LE DICHIARAZIONI DEL PRIMO CITTADINO, MASSIMILIANO CONTI.

“Stiamo vivendo una fase delicatissima e drammatica della vita della nostra comunità, una tragedia che ci ha segnati e che ci segnerà nei prossimi mesi e, credo, anche nei prossimi anni”. Così il sindaco di Niscemi, Massimiliano Conti, in una diretta Facebook nella tarda serata di ieri. “Il fronte di frana si è ampliato, si è creato un canyon con una parete alta 50 metri – ha raccontato -. Per questo motivo è stato necessario emettere un’ulteriore ordinanza che contiene un nuovo perimetro della zona rossa, che si attesta a 150 metri dalla linea di frana. Si tratta di una misura temporanea, precauzionale e di sicurezza: dobbiamo capire l’andamento della frana”. Conti ha poi rivolto un appello ai propri concittadini affinché mantengano la calma: “La situazione è continuamente monitorata grazie al sistema di protezione civile. Siamo chiamati ad una dura prova, ma stiamo lavorando incessantemente. Dobbiamo gestire questo momento tutti insieme”. 

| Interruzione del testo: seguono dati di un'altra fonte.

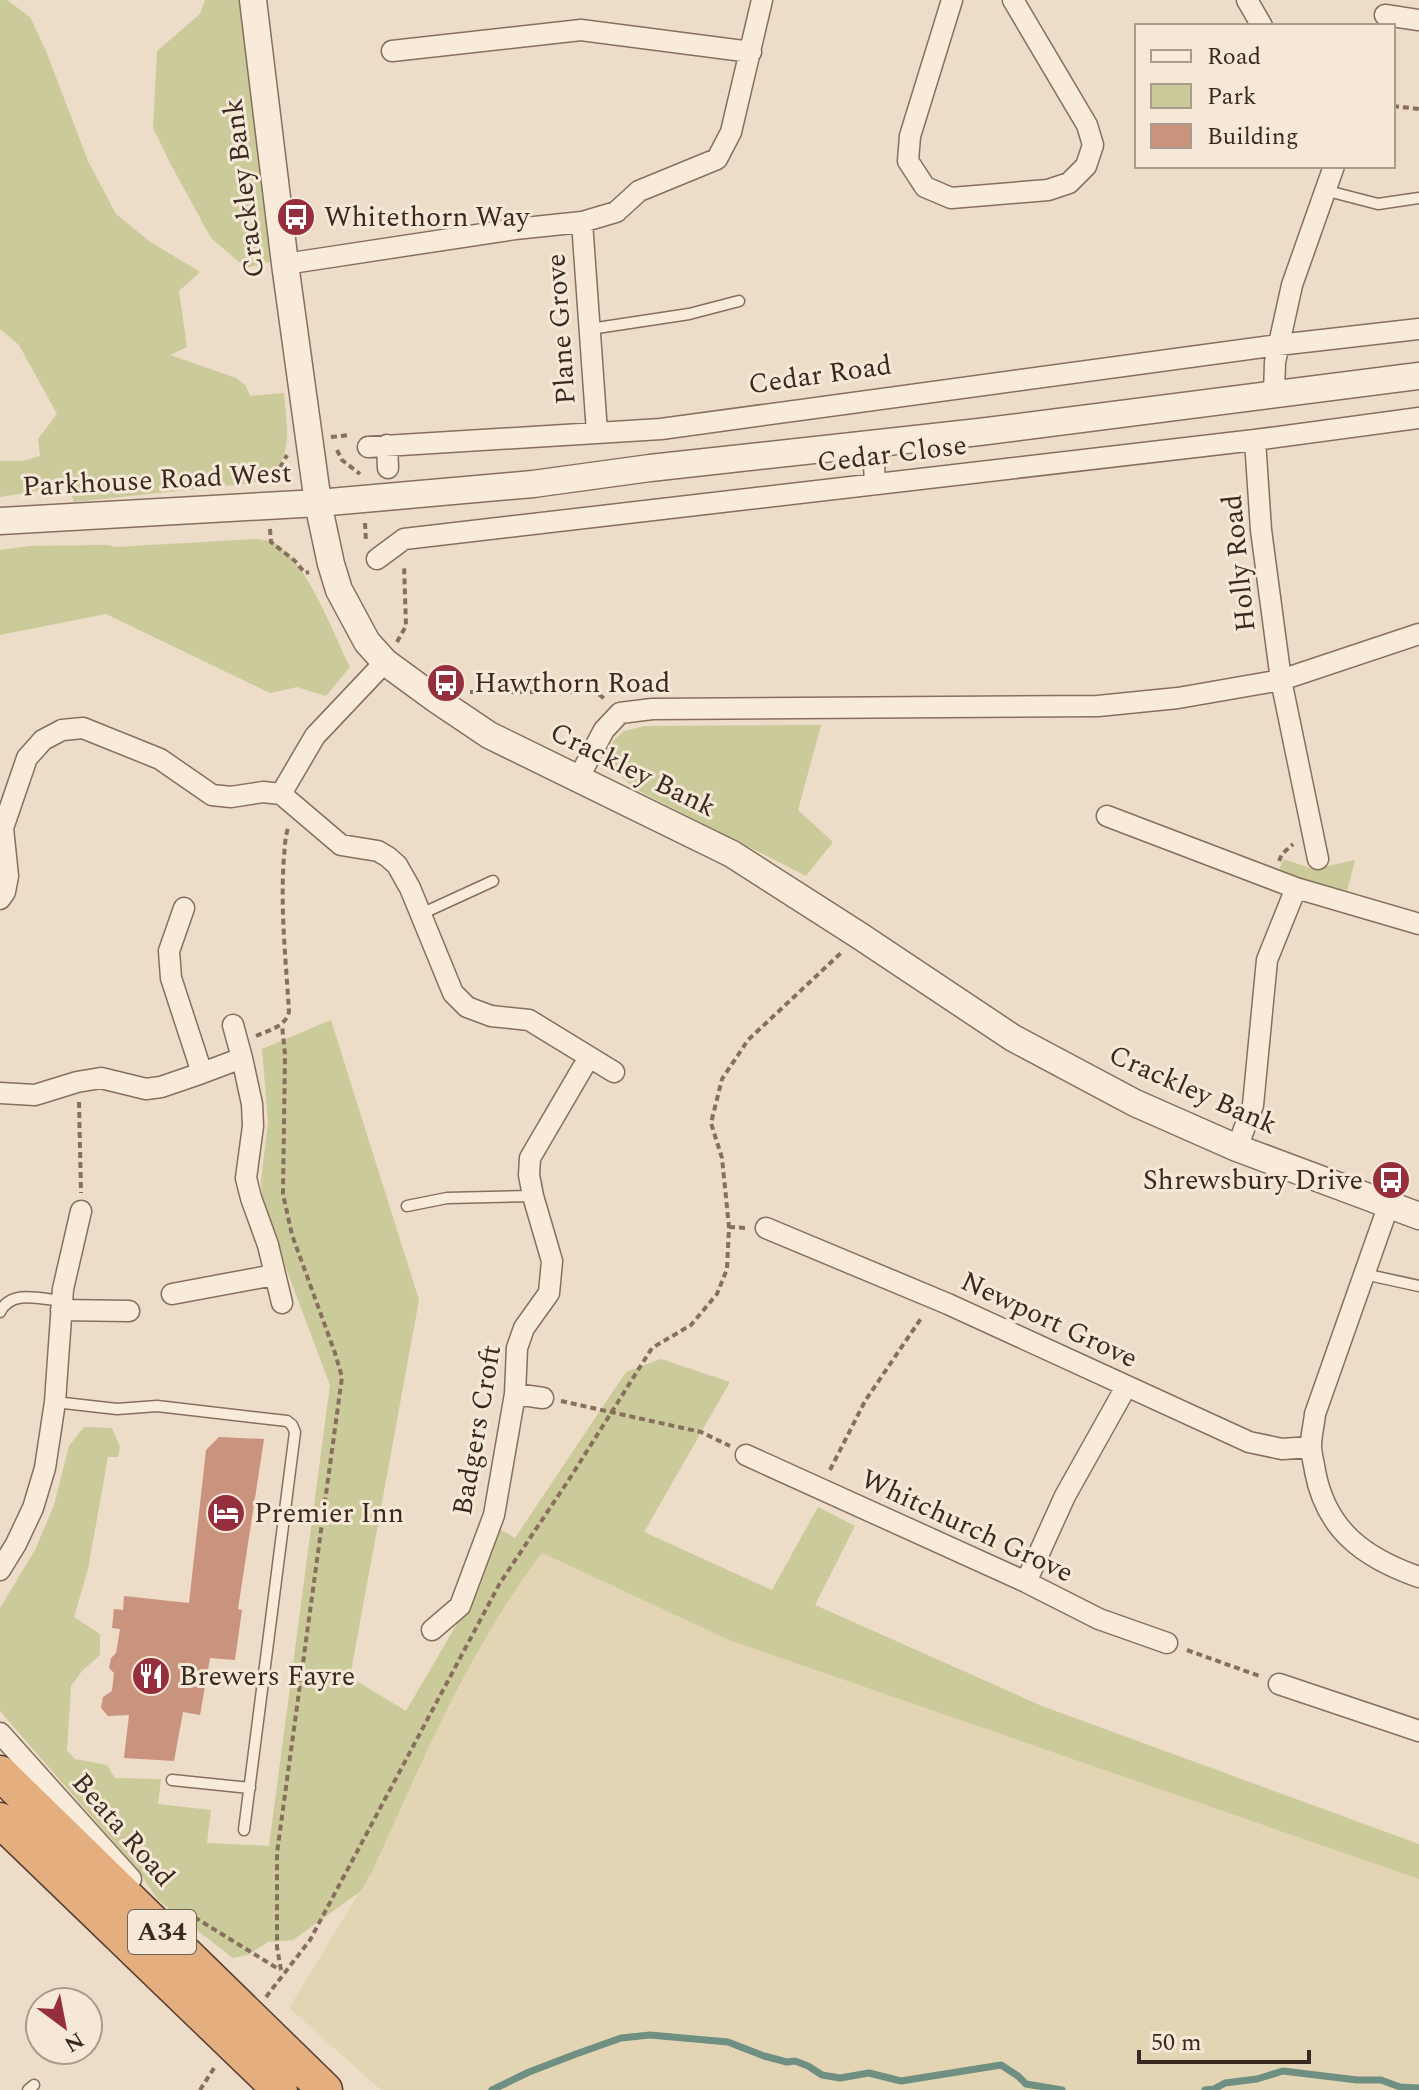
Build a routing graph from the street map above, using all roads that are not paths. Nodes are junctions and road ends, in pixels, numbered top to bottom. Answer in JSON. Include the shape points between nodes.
{"nodes":[{"id":1,"x":253,"y":0,"type":"edge"},
{"id":2,"x":762,"y":0,"type":"edge"},
{"id":3,"x":952,"y":0,"type":"edge"},
{"id":4,"x":1013,"y":0,"type":"edge"},
{"id":5,"x":1247,"y":0,"type":"edge"},
{"id":6,"x":1385,"y":14,"type":"edge"},
{"id":7,"x":1419,"y":20,"type":"edge"},
{"id":8,"x":1261,"y":24,"type":"edge"},
{"id":9,"x":392,"y":51,"type":"dead end"},
{"id":10,"x":751,"y":52,"type":"junction"},
{"id":11,"x":1333,"y":168,"type":"edge"},
{"id":12,"x":1324,"y":190,"type":"junction"},
{"id":13,"x":1419,"y":198,"type":"edge"},
{"id":14,"x":582,"y":222,"type":"junction"},
{"id":15,"x":285,"y":264,"type":"junction"},
{"id":16,"x":739,"y":301,"type":"dead end"},
{"id":17,"x":590,"y":329,"type":"junction"},
{"id":18,"x":1419,"y":329,"type":"edge"},
{"id":19,"x":1278,"y":345,"type":"junction"},
{"id":20,"x":1419,"y":376,"type":"edge"},
{"id":21,"x":1274,"y":395,"type":"junction"},
{"id":22,"x":1419,"y":418,"type":"edge"},
{"id":23,"x":597,"y":432,"type":"junction"},
{"id":24,"x":1255,"y":440,"type":"junction"},
{"id":25,"x":873,"y":444,"type":"junction"},
{"id":26,"x":388,"y":468,"type":"dead end"},
{"id":27,"x":875,"y":484,"type":"junction"},
{"id":28,"x":318,"y":503,"type":"junction"},
{"id":29,"x":0,"y":521,"type":"edge"},
{"id":30,"x":377,"y":559,"type":"dead end"},
{"id":31,"x":1419,"y":634,"type":"edge"},
{"id":32,"x":385,"y":662,"type":"junction"},
{"id":33,"x":1281,"y":680,"type":"junction"},
{"id":34,"x":578,"y":779,"type":"junction"},
{"id":35,"x":281,"y":794,"type":"junction"},
{"id":36,"x":1107,"y":816,"type":"dead end"},
{"id":37,"x":1318,"y":859,"type":"dead end"},
{"id":38,"x":493,"y":881,"type":"dead end"},
{"id":39,"x":1296,"y":888,"type":"junction"},
{"id":40,"x":0,"y":899,"type":"edge"},
{"id":41,"x":184,"y":908,"type":"dead end"},
{"id":42,"x":421,"y":914,"type":"junction"},
{"id":43,"x":1419,"y":924,"type":"edge"},
{"id":44,"x":589,"y":1057,"type":"junction"},
{"id":45,"x":614,"y":1072,"type":"dead end"},
{"id":46,"x":202,"y":1073,"type":"junction"},
{"id":47,"x":0,"y":1093,"type":"edge"},
{"id":48,"x":1237,"y":1148,"type":"junction"},
{"id":49,"x":533,"y":1196,"type":"junction"},
{"id":50,"x":1389,"y":1204,"type":"junction"},
{"id":51,"x":407,"y":1206,"type":"dead end"},
{"id":52,"x":81,"y":1211,"type":"road end"},
{"id":53,"x":1419,"y":1216,"type":"edge"},
{"id":54,"x":766,"y":1228,"type":"dead end"},
{"id":55,"x":1364,"y":1274,"type":"junction"},
{"id":56,"x":274,"y":1275,"type":"junction"},
{"id":57,"x":1419,"y":1286,"type":"edge"},
{"id":58,"x":172,"y":1294,"type":"dead end"},
{"id":59,"x":282,"y":1303,"type":"dead end"},
{"id":60,"x":62,"y":1305,"type":"junction"},
{"id":61,"x":129,"y":1311,"type":"dead end"},
{"id":62,"x":0,"y":1312,"type":"edge"},
{"id":63,"x":1126,"y":1387,"type":"junction"},
{"id":64,"x":515,"y":1394,"type":"junction"},
{"id":65,"x":543,"y":1398,"type":"road end"},
{"id":66,"x":55,"y":1402,"type":"junction"},
{"id":67,"x":1311,"y":1447,"type":"junction"},
{"id":68,"x":746,"y":1455,"type":"road end"},
{"id":69,"x":0,"y":1570,"type":"edge"},
{"id":70,"x":1419,"y":1577,"type":"edge"},
{"id":71,"x":1026,"y":1582,"type":"junction"},
{"id":72,"x":432,"y":1630,"type":"dead end"},
{"id":73,"x":1167,"y":1643,"type":"road end"},
{"id":74,"x":1279,"y":1684,"type":"road end"},
{"id":75,"x":1419,"y":1731,"type":"edge"},
{"id":76,"x":0,"y":1733,"type":"edge"},
{"id":77,"x":0,"y":1773,"type":"edge"},
{"id":78,"x":172,"y":1780,"type":"dead end"},
{"id":79,"x":250,"y":1788,"type":"junction"},
{"id":80,"x":0,"y":1820,"type":"edge"},
{"id":81,"x":244,"y":1830,"type":"dead end"},
{"id":82,"x":238,"y":2020,"type":"junction"},
{"id":83,"x":280,"y":2090,"type":"edge"},
{"id":84,"x":325,"y":2090,"type":"edge"}],
"edges":[{"from":1,"to":15,"type":"street","name":"Crackley Bank"},
{"from":2,"to":10,"type":"street"},
{"from":3,"to":4,"type":"street","via":[[910,136],[908,161],[925,187],[951,198],[1048,190],[1069,183],[1086,166],[1093,145],[1087,125]]},
{"from":5,"to":8,"type":"street"},
{"from":6,"to":7,"type":"street"},
{"from":9,"to":10,"type":"street","via":[[581,30]]},
{"from":10,"to":14,"type":"street","via":[[731,132],[717,159],[639,191],[616,212]]},
{"from":11,"to":12,"type":"street"},
{"from":12,"to":13,"type":"lane","via":[[1378,204]]},
{"from":12,"to":19,"type":"street"},
{"from":14,"to":15,"type":"street"},
{"from":14,"to":17,"type":"street","name":"Plane Grove"},
{"from":15,"to":28,"type":"street","name":"Crackley Bank"},
{"from":16,"to":17,"type":"lane"},
{"from":17,"to":23,"type":"street","name":"Plane Grove"},
{"from":18,"to":19,"type":"street","name":"Cedar Road"},
{"from":19,"to":21,"type":"street"},
{"from":19,"to":23,"type":"street","name":"Cedar Road","via":[[661,429]]},
{"from":20,"to":21,"type":"street"},
{"from":21,"to":25,"type":"street"},
{"from":22,"to":24,"type":"street","name":"Cedar Close"},
{"from":23,"to":26,"type":"street","name":"Cedar Road","via":[[377,446]]},
{"from":24,"to":27,"type":"street","name":"Cedar Close"},
{"from":24,"to":33,"type":"street","name":"Holly Road"},
{"from":25,"to":27,"type":"street"},
{"from":25,"to":28,"type":"street"},
{"from":27,"to":30,"type":"street","name":"Cedar Close","via":[[404,539]]},
{"from":28,"to":29,"type":"street","name":"Parkhouse Road West"},
{"from":28,"to":32,"type":"street","name":"Crackley Bank","via":[[339,590],[367,642]]},
{"from":31,"to":33,"type":"street"},
{"from":32,"to":34,"type":"street","name":"Crackley Bank","via":[[489,735]]},
{"from":32,"to":35,"type":"street","via":[[315,736]]},
{"from":33,"to":34,"type":"street","via":[[1098,706],[620,713],[604,730]]},
{"from":33,"to":37,"type":"street","name":"Holly Road","via":[[1306,839]]},
{"from":34,"to":48,"type":"street","name":"Crackley Bank","via":[[732,854],[1013,1038],[1135,1103]]},
{"from":35,"to":40,"type":"street","via":[[212,795],[160,759],[83,728],[62,730],[43,740],[27,758],[3,828],[8,876]]},
{"from":35,"to":42,"type":"street","via":[[341,845],[388,857]]},
{"from":36,"to":39,"type":"street"},
{"from":38,"to":42,"type":"lane"},
{"from":39,"to":43,"type":"street"},
{"from":39,"to":48,"type":"street","via":[[1267,960],[1253,1105]]},
{"from":41,"to":46,"type":"street","via":[[169,951],[171,978]]},
{"from":42,"to":44,"type":"street","via":[[453,993],[467,1007],[529,1020]]},
{"from":44,"to":45,"type":"street"},
{"from":44,"to":49,"type":"street","name":"Badgers Croft","via":[[530,1158]]},
{"from":46,"to":47,"type":"street","via":[[146,1089],[101,1078],[35,1095]]},
{"from":46,"to":56,"type":"street","via":[[238,1042],[252,1104],[246,1178]]},
{"from":48,"to":50,"type":"street","name":"Crackley Bank"},
{"from":49,"to":51,"type":"lane","via":[[447,1198]]},
{"from":49,"to":64,"type":"street","name":"Badgers Croft","via":[[552,1261],[549,1293],[524,1328],[517,1348]]},
{"from":50,"to":53,"type":"street","name":"Crackley Bank"},
{"from":50,"to":55,"type":"street"},
{"from":52,"to":60,"type":"street"},
{"from":54,"to":63,"type":"street","name":"Newport Grove","via":[[935,1298]]},
{"from":55,"to":57,"type":"lane"},
{"from":55,"to":67,"type":"street","via":[[1315,1414]]},
{"from":56,"to":58,"type":"street"},
{"from":56,"to":59,"type":"street"},
{"from":60,"to":61,"type":"street"},
{"from":60,"to":62,"type":"lane","via":[[11,1298]]},
{"from":60,"to":66,"type":"street"},
{"from":63,"to":67,"type":"street","name":"Newport Grove","via":[[1249,1442],[1282,1449]]},
{"from":63,"to":71,"type":"street","via":[[1065,1496]]},
{"from":64,"to":65,"type":"street"},
{"from":64,"to":72,"type":"street","name":"Badgers Croft","via":[[494,1515],[460,1606]]},
{"from":66,"to":69,"type":"street","via":[[33,1508]]},
{"from":66,"to":79,"type":"lane","via":[[117,1409],[157,1406],[292,1425]]},
{"from":67,"to":70,"type":"street","via":[[1319,1492],[1337,1527],[1370,1556]]},
{"from":68,"to":71,"type":"street","name":"Whitchurch Grove"},
{"from":71,"to":73,"type":"street","name":"Whitchurch Grove","via":[[1099,1619]]},
{"from":74,"to":75,"type":"street"},
{"from":76,"to":82,"type":"street","name":"Beata Road","via":[[129,1877]]},
{"from":77,"to":82,"type":"highway","number":"A34"},
{"from":78,"to":79,"type":"lane"},
{"from":79,"to":81,"type":"lane"},
{"from":80,"to":82,"type":"highway","number":"A34"},
{"from":82,"to":83,"type":"highway","number":"A34"},
{"from":82,"to":84,"type":"highway","number":"A34"}]}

PAROLA AGLI SFOLLATI: “FORSE TUTTO QUESTO SI POTEVA EVITARE, C’E’ AMAREZZA”

Vivo da sempre in via Buonarroti, a poca distanza dal fronte della frana, da oltre cinquant’anni. Sono un invalido al 100% – dice Giovanni Lo Monaco mi dicono che la mia casa è in una zona a rischio. Fortunatamente, ho familiari che mi ospitano ma non può andare avanti per sempre. Ho una compagna che mi supporta ma le mie condizioni non mi permettono troppi sforzi. La casa è il frutto di anni di sacrifici. La zona dove vivo è una delle più frequentate e belle della città e ora cosa ne sarà?”. Massimo Battaglia è a sua volta davanti al Comune, tra gli sfollati. “Anche io e la mia famiglia viviamo nella zona rossa, in largo Canalicchio – dice – ora, non sappiamo cosa fare. Siamo ospiti da amici ma si tratta solo di pochi giorni. La casa è stata costruita con i sacrifici dei nostri padri e nostri, che abbiamo sempre lavorato nelle campagne. Ogni centesimo è stato dedicato alla casa. Perché dopo la frana del 1997 non si è fatto qualcosa di più sul piano della prevenzione? Forse, tutto questo si poteva evitare. C’è tanta amarezza”. Salvatore Gentile, invece, è in fila per la nonna, Maria Caruso. “Lei viveva a Sante Croci ma non può più stare lì – dice – la stiamo ospitando e le stiamo vicini. È una donna che per tutta la vita ha vissuto in quella casa. È un grande dolore”

LA NOTA DEGLI GEOLOGI

Stiamo seguendo con molta attenzione la frana, di notevole estensione, che sta interessando il territorio di Niscemi. Il dissesto, riattivato circa 10 giorni fa, secondo quanto si sta rilevando, riguarda la sostanziale evoluzione di quello che nell’anno 1997 causò ingenti danni. La fragilità del territorio presenta ancora una volta il proprio conto e lo fa in maniera molto salata visto il grande numero di persone che hanno dovuto, precauzionalmente, lasciare le proprie abitazioni. Le strutture di protezione civile stanno eseguendo le verifiche necessarie ad assicurare, prima di ogni cosa, la salvaguardia della popolazione“. Lo ha dichiarato il geologo siciliano Michele Orifici, Vice Presidente Nazionale della Società Italiana di Geologia Ambientale. “Il recente ciclone Harry e la frequenza con cui eventi meteo sempre più potenti si abbattono nell’area del Mediterraneo, ci impongono di guardare al futuro in maniera molto più attenta; occorrono azioni strategiche di adattamento al cambiamento climatico molto rapide con priorità a quei territori che, per le proprie caratteristiche geologiche, sono storicamente esposti al dissesto e al rischio idrogeologico. La ”resilienza” al clima che cambia, oggi passa dal ruolo che ognuno, popolazione, tecnici, istituzioni, può e deve avere”.